[Saved data entries]
-------
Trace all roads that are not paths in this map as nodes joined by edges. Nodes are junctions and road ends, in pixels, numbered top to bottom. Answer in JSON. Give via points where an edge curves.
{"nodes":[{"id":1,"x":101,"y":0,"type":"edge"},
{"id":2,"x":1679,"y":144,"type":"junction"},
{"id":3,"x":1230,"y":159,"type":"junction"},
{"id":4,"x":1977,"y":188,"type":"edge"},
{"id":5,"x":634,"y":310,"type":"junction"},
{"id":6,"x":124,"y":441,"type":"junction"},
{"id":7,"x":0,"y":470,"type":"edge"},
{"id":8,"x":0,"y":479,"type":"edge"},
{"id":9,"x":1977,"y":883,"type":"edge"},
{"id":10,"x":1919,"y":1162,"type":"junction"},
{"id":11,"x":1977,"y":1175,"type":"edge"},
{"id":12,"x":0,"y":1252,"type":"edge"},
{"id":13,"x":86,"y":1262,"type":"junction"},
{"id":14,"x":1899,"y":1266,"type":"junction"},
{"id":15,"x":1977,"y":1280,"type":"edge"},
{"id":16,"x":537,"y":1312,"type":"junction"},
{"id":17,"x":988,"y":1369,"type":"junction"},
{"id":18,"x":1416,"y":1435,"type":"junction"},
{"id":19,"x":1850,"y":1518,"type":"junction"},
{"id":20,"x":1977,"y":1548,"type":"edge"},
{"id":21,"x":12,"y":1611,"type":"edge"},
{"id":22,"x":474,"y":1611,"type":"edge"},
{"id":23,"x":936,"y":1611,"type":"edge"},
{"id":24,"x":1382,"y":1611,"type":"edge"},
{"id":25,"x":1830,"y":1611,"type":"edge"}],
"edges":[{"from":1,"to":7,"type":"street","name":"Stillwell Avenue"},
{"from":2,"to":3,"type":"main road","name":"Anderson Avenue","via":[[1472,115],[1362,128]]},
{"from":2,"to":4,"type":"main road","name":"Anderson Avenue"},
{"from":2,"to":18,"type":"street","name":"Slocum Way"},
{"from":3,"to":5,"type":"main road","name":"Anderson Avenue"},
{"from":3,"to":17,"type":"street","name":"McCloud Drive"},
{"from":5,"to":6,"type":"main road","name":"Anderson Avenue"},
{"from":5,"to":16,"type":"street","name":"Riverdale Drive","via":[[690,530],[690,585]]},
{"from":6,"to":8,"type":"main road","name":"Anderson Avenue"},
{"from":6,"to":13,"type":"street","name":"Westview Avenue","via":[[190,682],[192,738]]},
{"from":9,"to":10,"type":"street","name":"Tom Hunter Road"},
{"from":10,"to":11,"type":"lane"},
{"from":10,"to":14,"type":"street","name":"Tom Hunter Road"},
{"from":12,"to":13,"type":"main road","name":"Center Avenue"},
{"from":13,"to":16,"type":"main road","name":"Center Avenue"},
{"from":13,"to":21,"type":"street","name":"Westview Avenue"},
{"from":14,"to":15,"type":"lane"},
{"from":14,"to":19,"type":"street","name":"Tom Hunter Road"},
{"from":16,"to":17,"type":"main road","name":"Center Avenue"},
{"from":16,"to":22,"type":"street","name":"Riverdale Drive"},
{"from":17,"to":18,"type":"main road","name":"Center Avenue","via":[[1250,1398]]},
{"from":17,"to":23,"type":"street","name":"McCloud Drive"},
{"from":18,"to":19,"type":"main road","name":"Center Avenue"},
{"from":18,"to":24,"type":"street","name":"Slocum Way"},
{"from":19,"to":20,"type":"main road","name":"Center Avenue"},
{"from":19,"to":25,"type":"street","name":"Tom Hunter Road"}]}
-------
▸ AIM OF THE TASK: The records above must be retyped in full, exactly.

▸ SOLUTION BELOW:
Trace all roads that are not paths in this map as nodes joined by edges. Nodes are junctions and road ends, in pixels, numbered top to bottom. Answer in JSON. Give via points where an edge curves.
{"nodes":[{"id":1,"x":101,"y":0,"type":"edge"},
{"id":2,"x":1679,"y":144,"type":"junction"},
{"id":3,"x":1230,"y":159,"type":"junction"},
{"id":4,"x":1977,"y":188,"type":"edge"},
{"id":5,"x":634,"y":310,"type":"junction"},
{"id":6,"x":124,"y":441,"type":"junction"},
{"id":7,"x":0,"y":470,"type":"edge"},
{"id":8,"x":0,"y":479,"type":"edge"},
{"id":9,"x":1977,"y":883,"type":"edge"},
{"id":10,"x":1919,"y":1162,"type":"junction"},
{"id":11,"x":1977,"y":1175,"type":"edge"},
{"id":12,"x":0,"y":1252,"type":"edge"},
{"id":13,"x":86,"y":1262,"type":"junction"},
{"id":14,"x":1899,"y":1266,"type":"junction"},
{"id":15,"x":1977,"y":1280,"type":"edge"},
{"id":16,"x":537,"y":1312,"type":"junction"},
{"id":17,"x":988,"y":1369,"type":"junction"},
{"id":18,"x":1416,"y":1435,"type":"junction"},
{"id":19,"x":1850,"y":1518,"type":"junction"},
{"id":20,"x":1977,"y":1548,"type":"edge"},
{"id":21,"x":12,"y":1611,"type":"edge"},
{"id":22,"x":474,"y":1611,"type":"edge"},
{"id":23,"x":936,"y":1611,"type":"edge"},
{"id":24,"x":1382,"y":1611,"type":"edge"},
{"id":25,"x":1830,"y":1611,"type":"edge"}],
"edges":[{"from":1,"to":7,"type":"street","name":"Stillwell Avenue"},
{"from":2,"to":3,"type":"main road","name":"Anderson Avenue","via":[[1472,115],[1362,128]]},
{"from":2,"to":4,"type":"main road","name":"Anderson Avenue"},
{"from":2,"to":18,"type":"street","name":"Slocum Way"},
{"from":3,"to":5,"type":"main road","name":"Anderson Avenue"},
{"from":3,"to":17,"type":"street","name":"McCloud Drive"},
{"from":5,"to":6,"type":"main road","name":"Anderson Avenue"},
{"from":5,"to":16,"type":"street","name":"Riverdale Drive","via":[[690,530],[690,585]]},
{"from":6,"to":8,"type":"main road","name":"Anderson Avenue"},
{"from":6,"to":13,"type":"street","name":"Westview Avenue","via":[[190,682],[192,738]]},
{"from":9,"to":10,"type":"street","name":"Tom Hunter Road"},
{"from":10,"to":11,"type":"lane"},
{"from":10,"to":14,"type":"street","name":"Tom Hunter Road"},
{"from":12,"to":13,"type":"main road","name":"Center Avenue"},
{"from":13,"to":16,"type":"main road","name":"Center Avenue"},
{"from":13,"to":21,"type":"street","name":"Westview Avenue"},
{"from":14,"to":15,"type":"lane"},
{"from":14,"to":19,"type":"street","name":"Tom Hunter Road"},
{"from":16,"to":17,"type":"main road","name":"Center Avenue"},
{"from":16,"to":22,"type":"street","name":"Riverdale Drive"},
{"from":17,"to":18,"type":"main road","name":"Center Avenue","via":[[1250,1398]]},
{"from":17,"to":23,"type":"street","name":"McCloud Drive"},
{"from":18,"to":19,"type":"main road","name":"Center Avenue"},
{"from":18,"to":24,"type":"street","name":"Slocum Way"},
{"from":19,"to":20,"type":"main road","name":"Center Avenue"},
{"from":19,"to":25,"type":"street","name":"Tom Hunter Road"}]}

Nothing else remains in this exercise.